You were instrumental in bringing reggae music to the U.S. and beyond. Did you have a sense at the time that the music would reach such a wide audience? 
I had a great hope that exposure to this vital cultural and moral force would produce interest and that interest would turn to love. My whole life I've been a writer and public speaker, and I love turning others on to things that excite me. My initial instincts on reggae proved to be correct beyond my wildest dreams.
For such a small country, Jamaica has an outsized musical culture. Can you tell us a little bit about why that is?

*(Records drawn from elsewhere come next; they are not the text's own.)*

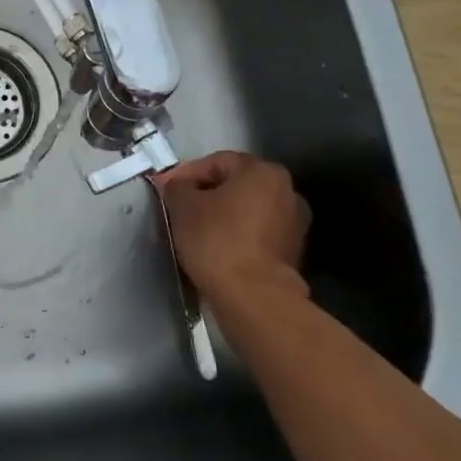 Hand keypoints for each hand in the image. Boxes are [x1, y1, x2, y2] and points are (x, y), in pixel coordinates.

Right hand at [155, 151, 310, 306]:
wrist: (253, 298)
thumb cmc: (217, 239)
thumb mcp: (183, 205)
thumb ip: (176, 187)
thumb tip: (176, 186)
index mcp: (263, 172)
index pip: (216, 162)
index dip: (186, 173)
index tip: (166, 189)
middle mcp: (287, 192)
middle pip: (235, 185)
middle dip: (206, 194)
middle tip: (179, 208)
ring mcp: (294, 224)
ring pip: (247, 210)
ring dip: (222, 216)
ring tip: (195, 230)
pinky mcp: (292, 254)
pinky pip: (256, 234)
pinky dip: (236, 236)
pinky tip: (215, 248) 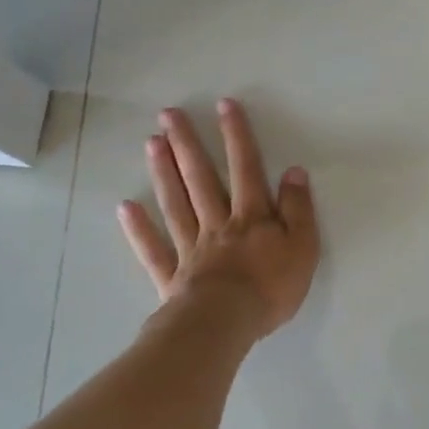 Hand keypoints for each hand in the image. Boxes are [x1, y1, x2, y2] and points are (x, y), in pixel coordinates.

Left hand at [118, 99, 319, 337]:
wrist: (226, 323)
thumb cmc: (270, 288)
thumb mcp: (302, 247)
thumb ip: (298, 209)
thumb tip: (294, 172)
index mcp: (251, 217)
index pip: (246, 168)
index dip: (236, 136)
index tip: (223, 105)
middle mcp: (218, 223)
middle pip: (201, 178)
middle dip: (187, 144)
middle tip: (168, 114)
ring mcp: (191, 248)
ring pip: (176, 204)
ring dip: (163, 172)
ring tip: (150, 142)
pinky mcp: (172, 276)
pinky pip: (154, 249)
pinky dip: (139, 229)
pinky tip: (126, 208) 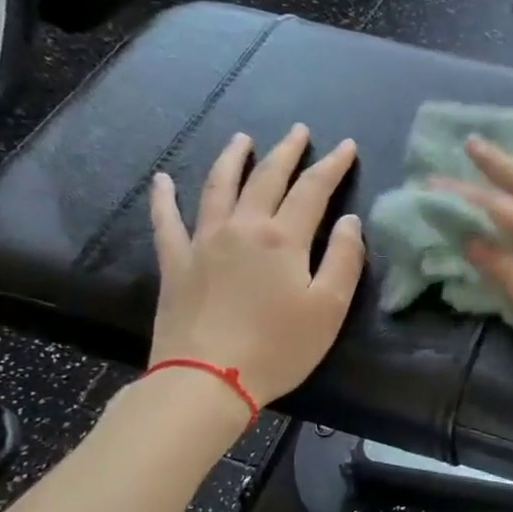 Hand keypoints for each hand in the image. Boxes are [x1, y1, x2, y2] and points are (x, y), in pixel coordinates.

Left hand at [148, 126, 364, 410]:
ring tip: (242, 140)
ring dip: (233, 160)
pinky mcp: (176, 263)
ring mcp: (203, 242)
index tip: (346, 147)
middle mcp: (242, 227)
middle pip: (267, 179)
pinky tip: (162, 180)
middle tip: (299, 132)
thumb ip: (345, 260)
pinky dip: (164, 197)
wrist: (208, 379)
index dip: (332, 166)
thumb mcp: (329, 308)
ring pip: (219, 187)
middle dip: (287, 152)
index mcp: (283, 238)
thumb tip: (350, 221)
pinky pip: (166, 221)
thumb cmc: (278, 347)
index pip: (313, 190) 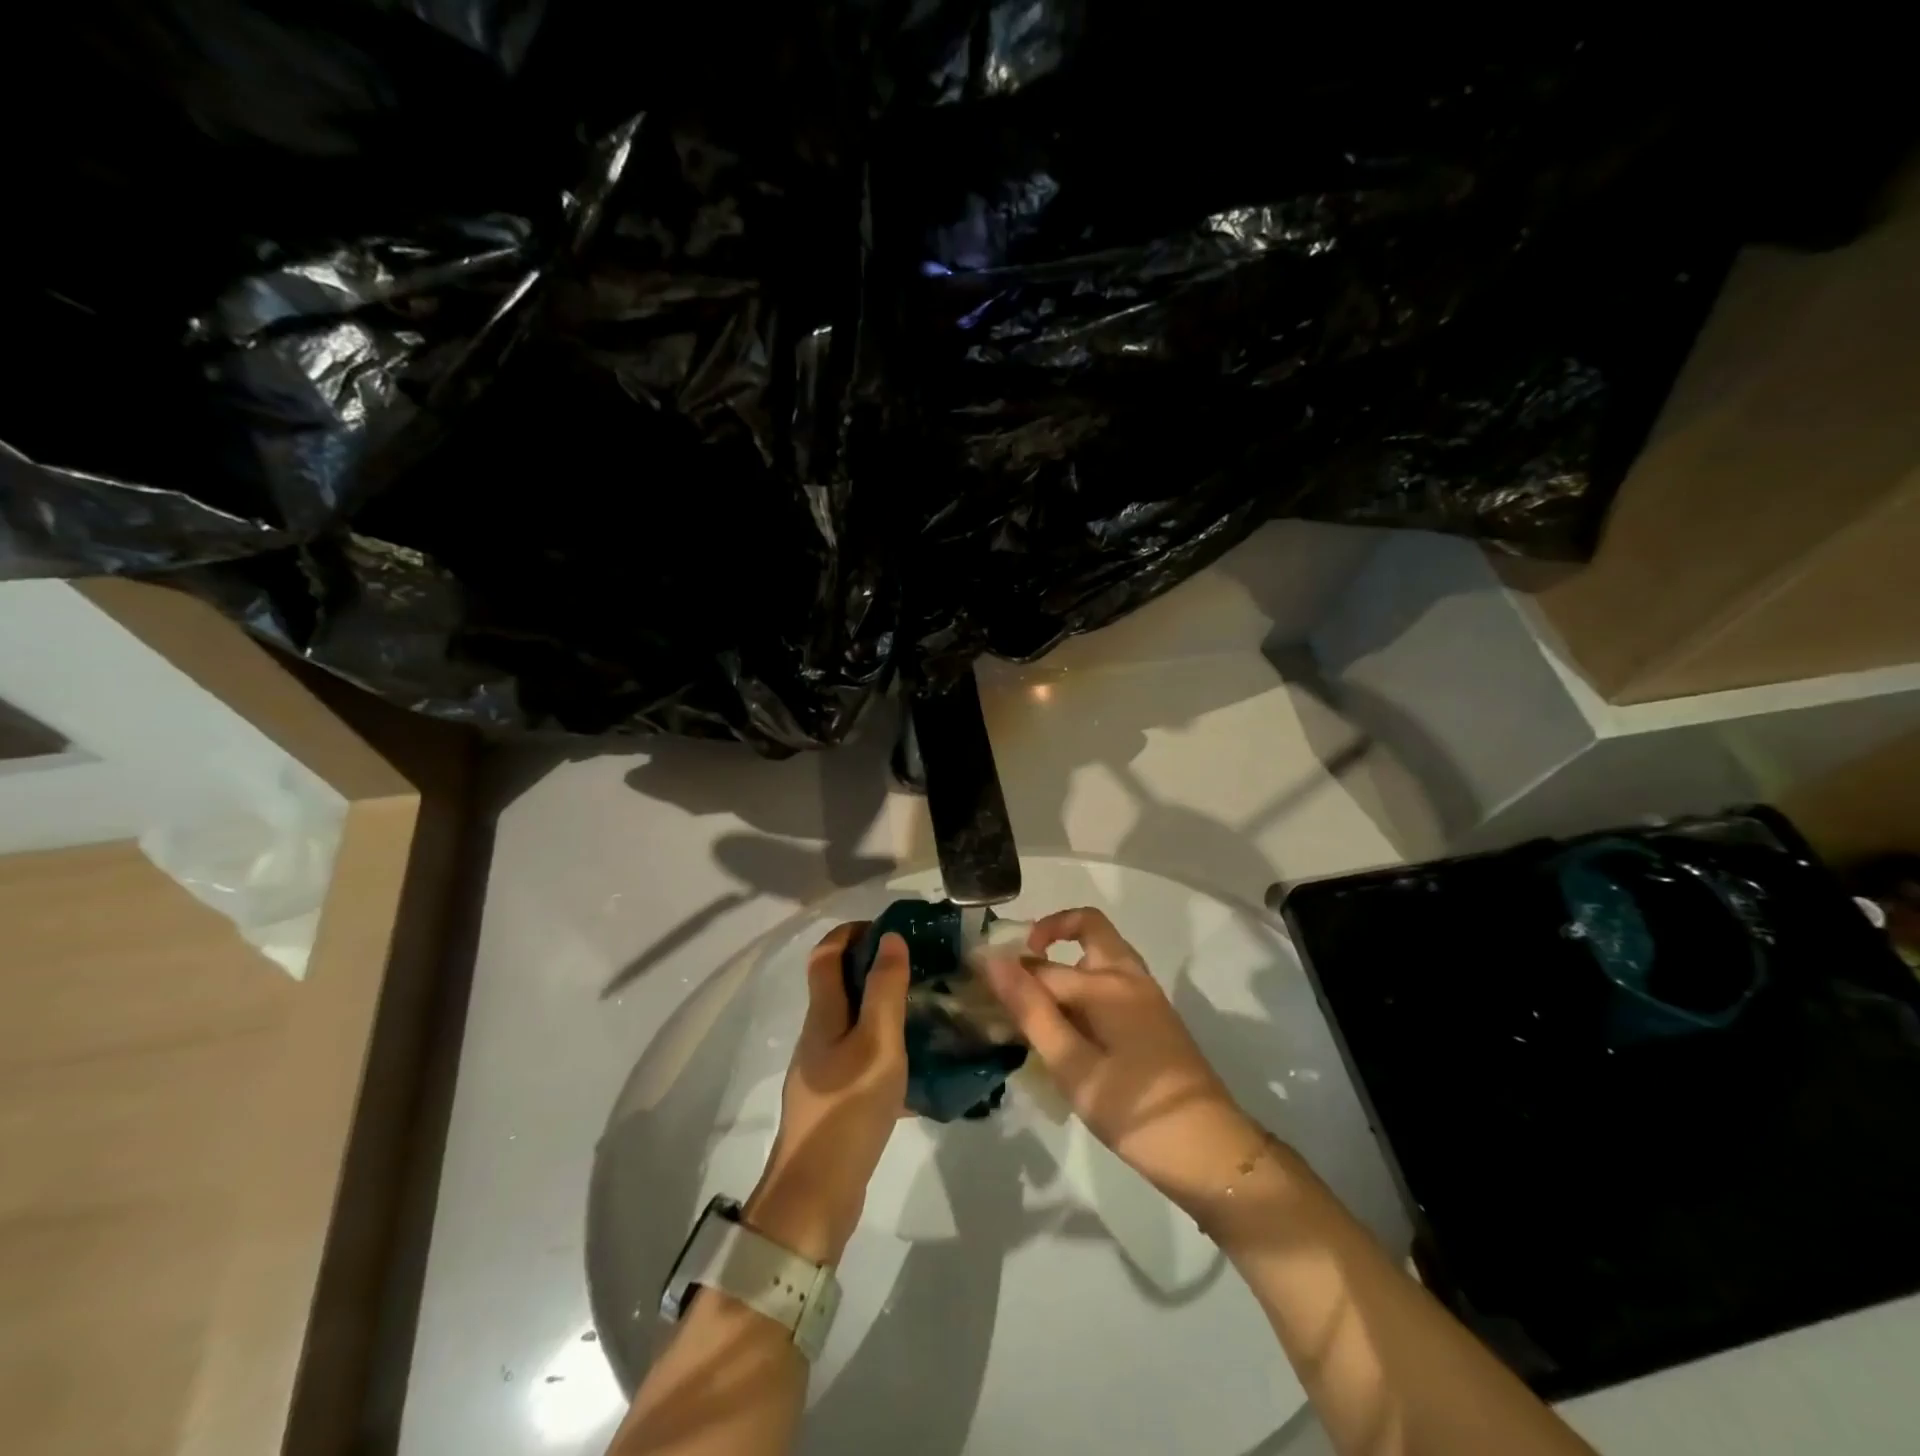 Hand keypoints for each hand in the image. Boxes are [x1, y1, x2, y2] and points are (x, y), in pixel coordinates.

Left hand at [744, 923, 908, 1265]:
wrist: (816, 1195)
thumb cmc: (848, 1109)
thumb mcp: (877, 1043)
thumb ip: (885, 990)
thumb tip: (890, 938)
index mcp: (823, 1015)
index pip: (826, 954)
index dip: (852, 932)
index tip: (891, 929)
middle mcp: (818, 1035)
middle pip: (838, 985)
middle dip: (873, 966)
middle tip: (919, 966)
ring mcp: (824, 1070)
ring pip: (853, 1021)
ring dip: (882, 1006)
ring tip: (924, 1007)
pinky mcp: (835, 1099)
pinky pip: (861, 1056)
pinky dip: (886, 1046)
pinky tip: (918, 1063)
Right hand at [982, 907, 1261, 1213]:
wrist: (1211, 1152)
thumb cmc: (1134, 1110)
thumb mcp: (1073, 1066)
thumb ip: (1032, 1011)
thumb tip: (994, 960)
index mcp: (1107, 982)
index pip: (1042, 965)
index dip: (1006, 971)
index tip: (974, 984)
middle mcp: (1128, 976)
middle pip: (1087, 928)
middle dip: (1050, 935)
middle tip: (1017, 969)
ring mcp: (1145, 995)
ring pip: (1100, 955)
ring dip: (1067, 962)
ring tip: (1035, 1003)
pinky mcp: (1152, 1018)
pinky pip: (1111, 982)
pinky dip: (1084, 986)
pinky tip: (1066, 1029)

Jamaica is a flashpoint of the convergence of British law, education, and culture; African roots that have been carried forward by the Maroons especially (an unincorporated enclave of descendants of slaves who were never recaptured once they escaped from the slave ships upon docking on the north coast of Jamaica in the 1600s); and American radio and popular music. The fact that it has always been a popular tourist destination for Europeans meant that its musicians had to learn to play a wide variety of world rhythms.

What was it like when these reggae artists would come to LA? What did they make of LA, and more broadly, American culture? 

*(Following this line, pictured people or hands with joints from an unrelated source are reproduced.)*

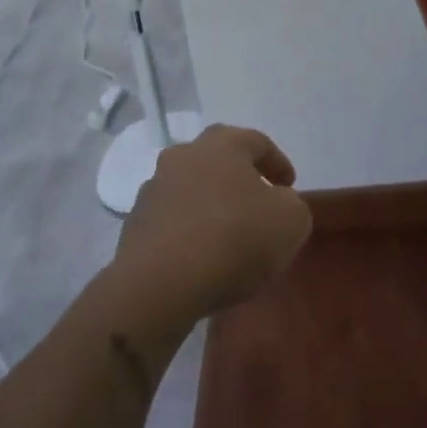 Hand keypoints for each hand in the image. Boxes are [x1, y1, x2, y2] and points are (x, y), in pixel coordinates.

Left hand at [117, 124, 312, 318]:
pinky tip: (202, 257)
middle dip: (239, 179)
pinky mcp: (134, 225)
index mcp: (222, 144)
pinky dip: (189, 231)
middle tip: (258, 204)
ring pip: (191, 189)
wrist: (159, 285)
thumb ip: (292, 205)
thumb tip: (277, 204)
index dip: (277, 163)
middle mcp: (183, 155)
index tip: (289, 187)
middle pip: (218, 160)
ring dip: (210, 204)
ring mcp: (154, 189)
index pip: (257, 142)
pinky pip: (172, 220)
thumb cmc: (234, 239)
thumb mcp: (291, 221)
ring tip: (228, 236) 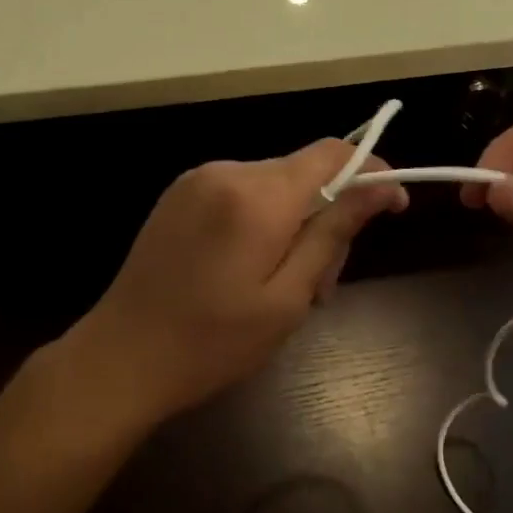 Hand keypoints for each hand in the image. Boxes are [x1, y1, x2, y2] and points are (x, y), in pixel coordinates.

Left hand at [70, 140, 407, 424]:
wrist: (120, 358)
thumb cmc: (213, 342)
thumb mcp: (288, 297)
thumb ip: (334, 233)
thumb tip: (382, 188)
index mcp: (257, 196)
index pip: (332, 154)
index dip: (369, 172)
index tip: (392, 206)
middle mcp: (228, 171)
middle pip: (304, 172)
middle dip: (329, 215)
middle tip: (325, 283)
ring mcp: (199, 179)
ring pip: (275, 184)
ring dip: (296, 222)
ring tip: (288, 286)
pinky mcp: (180, 194)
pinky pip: (242, 192)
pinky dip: (263, 219)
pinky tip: (252, 268) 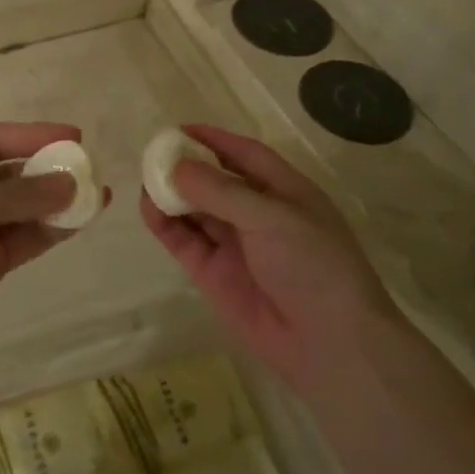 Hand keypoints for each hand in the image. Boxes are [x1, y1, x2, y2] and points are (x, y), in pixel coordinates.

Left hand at [0, 122, 92, 354]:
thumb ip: (18, 194)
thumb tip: (70, 183)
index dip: (35, 135)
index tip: (75, 137)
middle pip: (17, 173)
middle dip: (52, 169)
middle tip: (92, 169)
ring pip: (28, 207)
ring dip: (60, 201)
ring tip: (99, 195)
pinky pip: (29, 238)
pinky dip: (54, 230)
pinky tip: (81, 221)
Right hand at [139, 124, 395, 401]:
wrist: (329, 343)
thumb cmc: (314, 266)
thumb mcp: (272, 218)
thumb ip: (221, 191)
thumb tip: (175, 168)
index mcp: (284, 192)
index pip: (245, 155)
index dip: (213, 140)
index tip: (178, 130)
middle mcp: (257, 214)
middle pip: (214, 181)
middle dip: (185, 166)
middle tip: (152, 155)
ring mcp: (233, 245)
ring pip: (195, 210)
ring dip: (170, 194)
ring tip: (144, 179)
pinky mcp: (213, 273)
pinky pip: (184, 240)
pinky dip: (165, 224)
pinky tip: (148, 208)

I think that many of the earliest music artists who came to the West Coast were flabbergasted by the number of well-versed fans out here, people who could show the singers copies of their records that they didn't even know had been pressed. This happened to Peter Tosh, who found a number of instrumentals that his Jamaican producers had bootlegged out of his rehearsals. My radio partner, Hank Holmes, had several of these that completely blew Tosh's mind when he visited Holmes' extraordinary archives. To this day, the most popular performers here are the roots artists, as opposed to the dancehall rappers, especially among the Chicano audience, who really know the music.
Can you tell us the story behind two photos in the book that are particularly dear to your heart? 
The black-and-white picture of me and my wife at the beginning of the book was taken by Ann Summa on the final morning of Sunsplash '81, held three months after Marley's passing in tribute to him. Mary and I had been awake for four days and nights, and this shot was made at the end of the final all-night performance. It reminds me of the cover of Life Magazine's Woodstock edition. A few pages after is a Polynesian style straw hut in Negril in 1976. At that time, Negril's paradisiac seven-mile-long white sand beach was bereft of buildings, and this was virtually the only one we saw. It was called Santfleben, a dental clinic owned by a couple of dentists from Long Island who went down for four months every winter and gave free dental care to the locals. Today the whole seven-mile stretch is built up with big hotels and all kinds of little stores and clubs.